Entertainment Lures Buyers To Spend Time at the Mall

RETAILING TRENDS

January 11, 1994

WHEN you walk into the Sawgrass Mills shopping center near Fort Lauderdale, Fla., you may not be aware of the sound of birds at first. But listen carefully and you'll hear them. At Gurnee Mills, another large complex near Chicago, you will shop to the sound of crickets chirping in the background.

Why the sounds from nature? It's all a matter of entertainment, says Anne Lipscomb, vice president of marketing for the Washington, D.C.-based Western Development Corporation, creators of the Mills ``megacenters.''

Entertainment has become crucial to a shopping center's success. Larger malls increasingly include movie theaters; food courts; jazz, piano, or vocal concerts; and hands-on merchandising offered by companies such as Nike Town and Nordic Track, where a shopper can test the equipment or even play a quick game of basketball. (Cities try public-private partnerships downtown, Page 9.) The high-tech audio systems in the Fort Lauderdale and Chicago centers make a shopping trip a unique ``Mills experience,'' Ms. Lipscomb says.

The four Mills centers, located near Fort Lauderdale, Chicago, Philadelphia, and Washington, feature everything from food courts with themes (one is modeled after a county fair) to ``Mills TV'' - television monitors dispersed throughout the centers to broadcast advertisements for tenants. Western Development, trying to learn from the Walt Disney Company's success, has given names to parking lots and store entrances at the centers (there is the ``blue dolphin'' entrance, for example).

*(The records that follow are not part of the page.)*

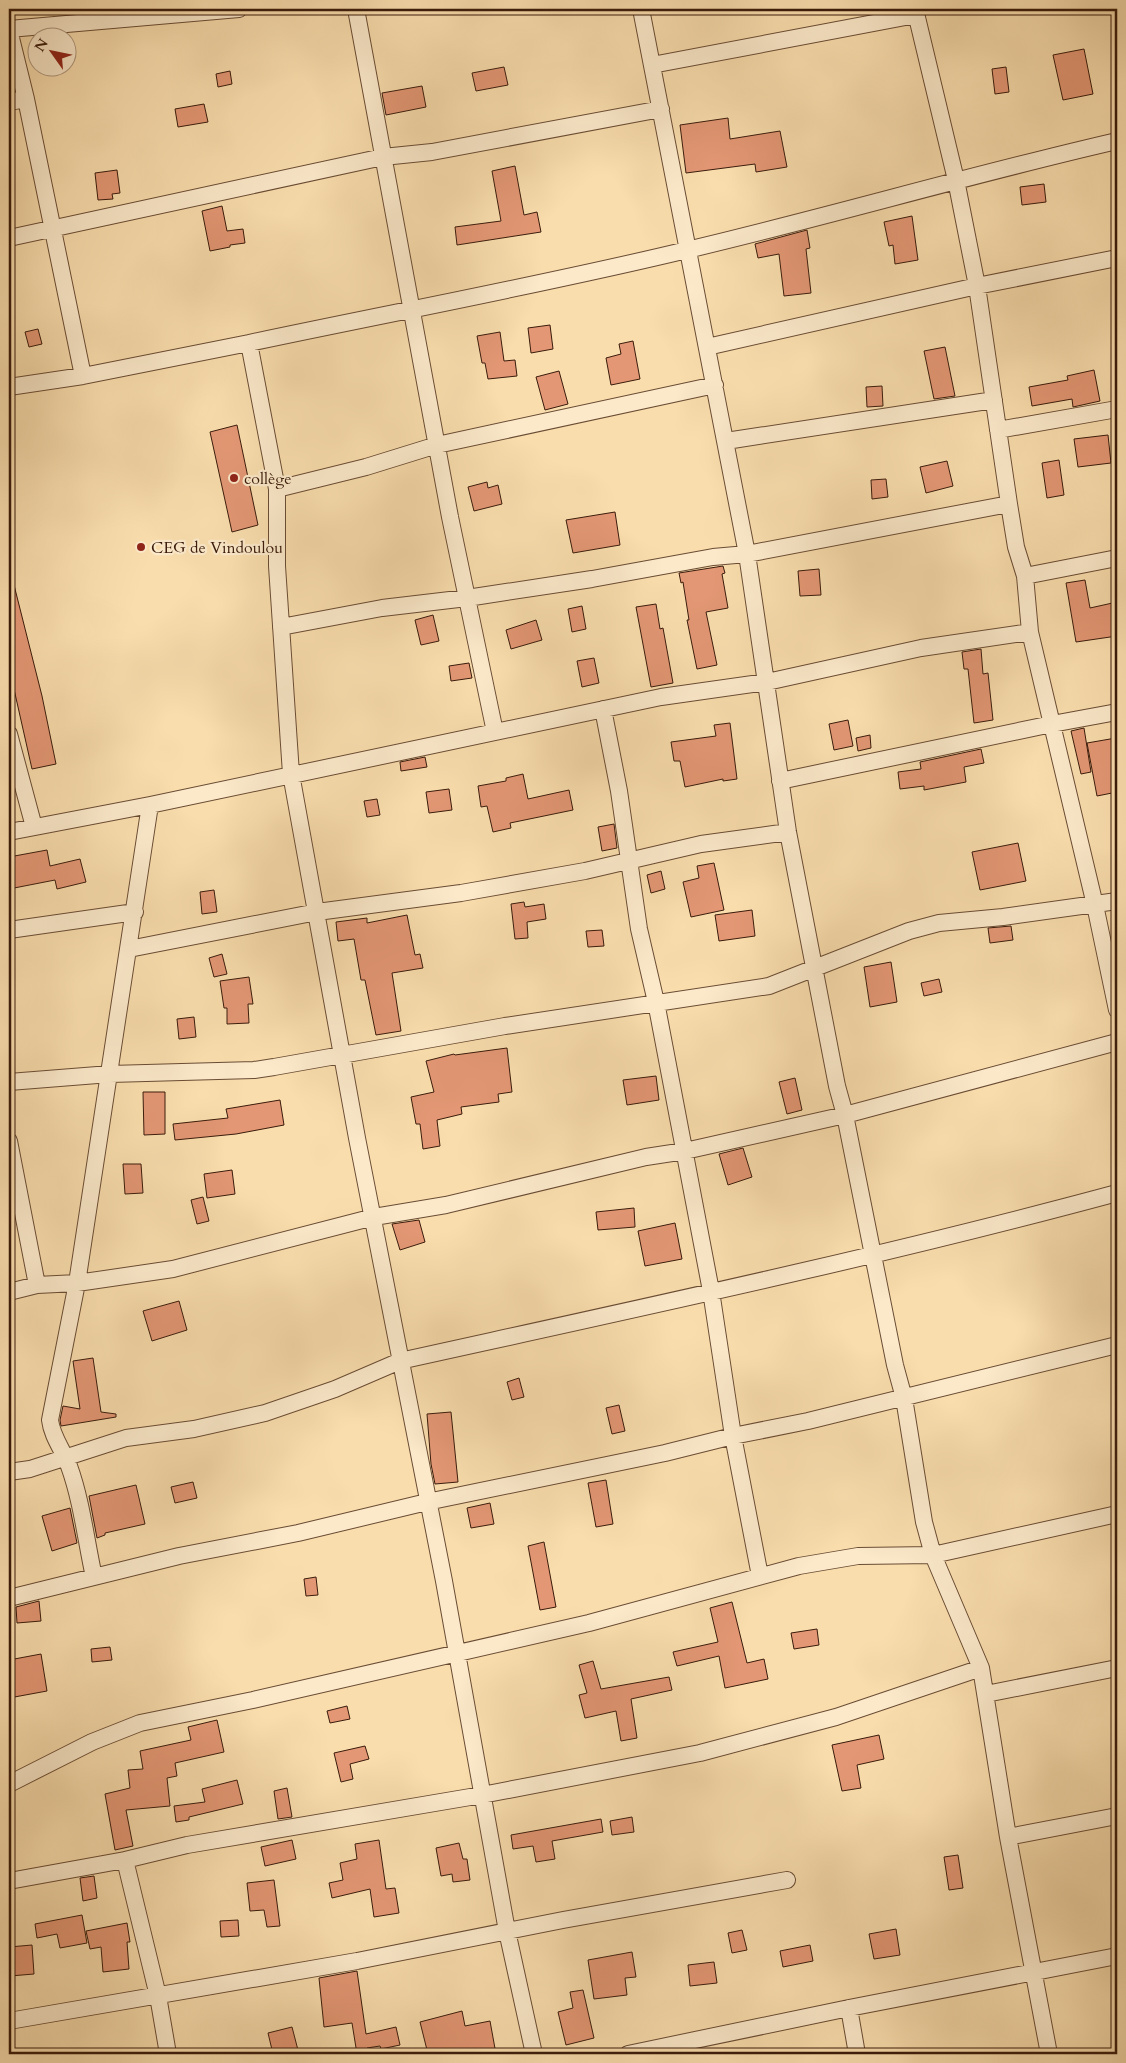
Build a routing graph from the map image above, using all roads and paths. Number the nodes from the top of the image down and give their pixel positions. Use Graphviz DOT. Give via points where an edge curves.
graph roads {
  1 [pos="239,9"];
  2 [pos="356,9"];
  3 [pos="641,9"];
  4 [pos="916,12"];
  5 [pos="9,29"];
  6 [pos="652,65"];
  7 [pos="26,99"];
  8 [pos="9,102"];
  9 [pos="661,109"];
  10 [pos="1117,141"];
  11 [pos="383,156"];
  12 [pos="956,180"];
  13 [pos="53,229"];
  14 [pos="9,238"];
  15 [pos="688,250"];
  16 [pos="1117,258"];
  17 [pos="977,286"];
  18 [pos="412,308"];
  19 [pos="249,343"];
  20 [pos="707,347"];
  21 [pos="83,376"];
  22 [pos="715,386"];
  23 [pos="9,388"];
  24 [pos="994,400"];
  25 [pos="1117,409"];
  26 [pos="998,430"];
  27 [pos="726,441"];
  28 [pos="437,445"];
  29 [pos="277,489"];
  30 [pos="1009,504"];
  31 [pos="748,554"];
  32 [pos="1117,558"];
  33 [pos="1025,576"];
  34 [pos="467,598"];
  35 [pos="281,627"];
  36 [pos="1030,632"];
  37 [pos="767,682"];
  38 [pos="603,709"];
  39 [pos="1117,712"];
  40 [pos="1052,724"];
  41 [pos="495,732"];
  42 [pos="9,734"];
  43 [pos="291,774"];
  44 [pos="780,781"];
  45 [pos="150,805"];
  46 [pos="34,828"];
  47 [pos="9,832"];
  48 [pos="788,832"];
  49 [pos="629,861"];
  50 [pos="1117,901"];
  51 [pos="1095,905"];
  52 [pos="135,912"];
  53 [pos="317,912"];
  54 [pos="9,930"];
  55 [pos="129,949"];
  56 [pos="816,969"];
  57 [pos="656,1002"];
  58 [pos="1117,1010"];
  59 [pos="1117,1042"];
  60 [pos="343,1054"];
  61 [pos="110,1074"];
  62 [pos="9,1082"];
  63 [pos="845,1115"];
  64 [pos="9,1142"];
  65 [pos="684,1151"];
  66 [pos="1117,1194"];
  67 [pos="374,1218"];
  68 [pos="873,1255"];
  69 [pos="77,1283"];
  70 [pos="37,1285"];
  71 [pos="711,1291"];
  72 [pos="9,1292"];
  73 [pos="1117,1345"];
  74 [pos="400,1361"];
  75 [pos="904,1398"];
  76 [pos="733,1436"];
  77 [pos="65,1458"];
  78 [pos="9,1472"];
  79 [pos="428,1502"];
  80 [pos="1117,1514"];
  81 [pos="933,1555"];
  82 [pos="760,1576"];
  83 [pos="94,1577"];
  84 [pos="9,1598"];
  85 [pos="455,1652"];
  86 [pos="981,1668"];
  87 [pos="1117,1668"];
  88 [pos="986,1694"];
  89 [pos="9,1784"];
  90 [pos="482,1795"];
  91 [pos="1117,1816"];
  92 [pos="1008,1837"];
  93 [pos="125,1860"];
  94 [pos="787,1880"];
  95 [pos="9,1881"];
  96 [pos="507,1931"];
  97 [pos="1117,1956"];
  98 [pos="1032,1972"];
  99 [pos="158,1996"];
  100 [pos="849,2008"];
  101 [pos="9,2021"];
  102 [pos="168,2054"];
  103 [pos="534,2054"];
  104 [pos="628,2054"];
  105 [pos="857,2054"];
  106 [pos="1049,2054"];
  1 -- 5 [label="street"];
  2 -- 11 [label="street"];
  3 -- 6 [label="street"];
  4 -- 6 [label="street"];
  4 -- 12 [label="street"];
  5 -- 7 [label="street"];
  6 -- 9 [label="street"];
  7 -- 8 [label="street"];
  7 -- 13 [label="street"];
  9 -- 11 [label="street" via="432,152"];
  9 -- 15 [label="street"];
  10 -- 12 [label="street"];
  11 -- 13 [label="street"];
  11 -- 18 [label="street"];
  12 -- 15 [label="street"];
  12 -- 17 [label="street"];
  13 -- 14 [label="street"];
  13 -- 21 [label="street"];
  15 -- 18 [label="street"];
  15 -- 20 [label="street"];
  16 -- 17 [label="street"];
  17 -- 20 [label="street"];
  17 -- 24 [label="street"];
  18 -- 19 [label="street"];
  18 -- 28 [label="street"];
  19 -- 21 [label="street"];
  19 -- 29 [label="street"];
  20 -- 22 [label="street"];
  21 -- 23 [label="street"];
  22 -- 27 [label="street"];
  22 -- 28 [label="street"];
  24 -- 26 [label="street"];
  24 -- 27 [label="street"];
  25 -- 26 [label="street"];
  26 -- 30 [label="street"];
  27 -- 31 [label="street"];
  28 -- 29 [label="street"];
  28 -- 34 [label="street"];
  29 -- 35 [label="street"];
  30 -- 31 [label="street"];
  30 -- 33 [label="street"];
  31 -- 34 [label="street"];
  31 -- 37 [label="street"];
  32 -- 33 [label="street"];
  33 -- 36 [label="street"];
  34 -- 35 [label="street" via="382,608"];
  34 -- 41 [label="street"];
  35 -- 43 [label="street"];
  36 -- 37 [label="street" via="921,648"];
  36 -- 40 [label="street"];
  37 -- 38 [label="street" via="698,690"];
  37 -- 44 [label="street"];
  38 -- 41 [label="street"];
  38 -- 49 [label="street"];
  39 -- 40 [label="street"];
  40 -- 44 [label="street"];
  40 -- 51 [label="street"];
  41 -- 43 [label="street"];
  42 -- 46 [label="street"];
  43 -- 45 [label="street"];
  43 -- 53 [label="street"];
  44 -- 48 [label="street"];
  45 -- 46 [label="street"];
  45 -- 52 [label="street"];
  46 -- 47 [label="street"];
  48 -- 49 [label="street" via="701,844"];
  48 -- 56 [label="street"];
  49 -- 53 [label="street" via="461,893"];
  49 -- 57 [label="street" via="639,929"];
  50 -- 51 [label="street"];
  51 -- 56 [label="street" via="939,923 909,931"];
  51 -- 58 [label="street"];
  52 -- 54 [label="street"];
  52 -- 55 [label="street"];
  53 -- 55 [label="street"];
  53 -- 60 [label="street"];
  55 -- 61 [label="street"];
  56 -- 57 [label="street" via="769,986"];
  56 -- 63 [label="street"];
  57 -- 60 [label="street"];
  57 -- 65 [label="street"];
  59 -- 63 [label="street"];
  60 -- 61 [label="street" via="254,1070"];
  60 -- 67 [label="street"];
  61 -- 62 [label="street"];
  61 -- 69 [label="street"];
  63 -- 65 [label="street"];
  63 -- 68 [label="street"];
  64 -- 70 [label="street"];
  65 -- 67 [label="street" via="646,1157 446,1205"];
  65 -- 71 [label="street"];
  66 -- 68 [label="street"];
  67 -- 69 [label="street" via="173,1269"];
  67 -- 74 [label="street"];
  68 -- 71 [label="street"];
  68 -- 75 [label="street"];
  69 -- 70 [label="street"];
  69 -- 77 [label="street" via="50,1420 51,1431"];
  70 -- 72 [label="street"];
  71 -- 74 [label="street"];
  71 -- 76 [label="street"];
  73 -- 75 [label="street"];
  74 -- 77 [label="street" via="265,1414 126,1438"];
  74 -- 79 [label="street"];
  75 -- 76 [label="street" via="808,1422"];
  75 -- 81 [label="street" via="924,1522"];
  76 -- 79 [label="street"];
  76 -- 82 [label="street"];
  77 -- 78 [label="street"];
  77 -- 83 [label="street" via="79,1503"];
  79 -- 83 [label="street"];
  79 -- 85 [label="street"];
  80 -- 81 [label="street"];
  81 -- 82 [label="street" via="858,1556"];
  81 -- 86 [label="street"];
  82 -- 85 [label="street" via="588,1623"];
  83 -- 84 [label="street"];
  85 -- 89 [label="street" via="140,1723 92,1742"];
  85 -- 90 [label="street"];
  86 -- 88 [label="street"];
  86 -- 90 [label="street" via="836,1717 700,1754"];
  87 -- 88 [label="street"];
  88 -- 92 [label="street"];
  90 -- 93 [label="street" via="187,1845"];
  90 -- 96 [label="street"];
  91 -- 92 [label="street"];
  92 -- 98 [label="street"];
  93 -- 95 [label="street"];
  93 -- 99 [label="street"];
  94 -- 96 [label="street"];
  96 -- 99 [label="street"];
  96 -- 103 [label="street"];
  97 -- 98 [label="street"];
  98 -- 100 [label="street"];
  98 -- 106 [label="street"];
  99 -- 101 [label="street"];
  99 -- 102 [label="street"];
  100 -- 104 [label="street"];
  100 -- 105 [label="street"];
}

``Entertainment is just breaking ground,'' says Tom Schriber, president of Donahue Schriber, a Newport Beach, Calif., shopping center developer. ``All the shopping complexes have movie theaters, and we already know that those can work economically,'' he says. But when it comes to incorporating entertainment into shopping centers, ``the question I still have is, `Does it economically make any sense?' ''

Centers are emphasizing entertainment primarily to extend shopping hours, he says. ``The longer you can capture them [consumers] - by eating, movies, or more frequent visits - that's your competitive edge, and that's why we're all looking at this thing.''

Entertainment has made developers stop and think about how to remerchandise their shopping centers, Schriber adds. ``Previously, shopping centers were tenant-driven,'' he says. ``Today, they are more consumer-driven.''

Phipps Plaza, a 25-year-old megacenter in Atlanta managed by Compass Retail Inc., underwent a $140 million renovation in 1992. Seventy-five new stores were added, including the first Nike Town to be located inside a mall. Also with the renovation came a 12-screen movie cinema. ``Shopping itself remains a draw, but centers are competing with many more elements,'' says Bernadette O'Grady Dimauro, marketing manager for Phipps. ``Time is perhaps our greatest competition.''

With more families working and so many demands on their schedules, centers that offer entertainment as well as shopping allow families to spend time together, Ms. O'Grady Dimauro says. ``They serve a dual purpose.''

BUT sometimes ideas for entertainment backfire. In 1989, when Western Development was laying out plans for Franklin Mills, a 1.8-million-square-foot complex near Philadelphia, the company worked with Disney on the concept of using dancers and animated characters throughout the mall. Once the center opened, however, it quickly became apparent that the entertainment component was more of a nuisance than an asset. ``On weekends, the mall is so jammed that these sorts of additions don't enhance a mall experience,'' Lipscomb says.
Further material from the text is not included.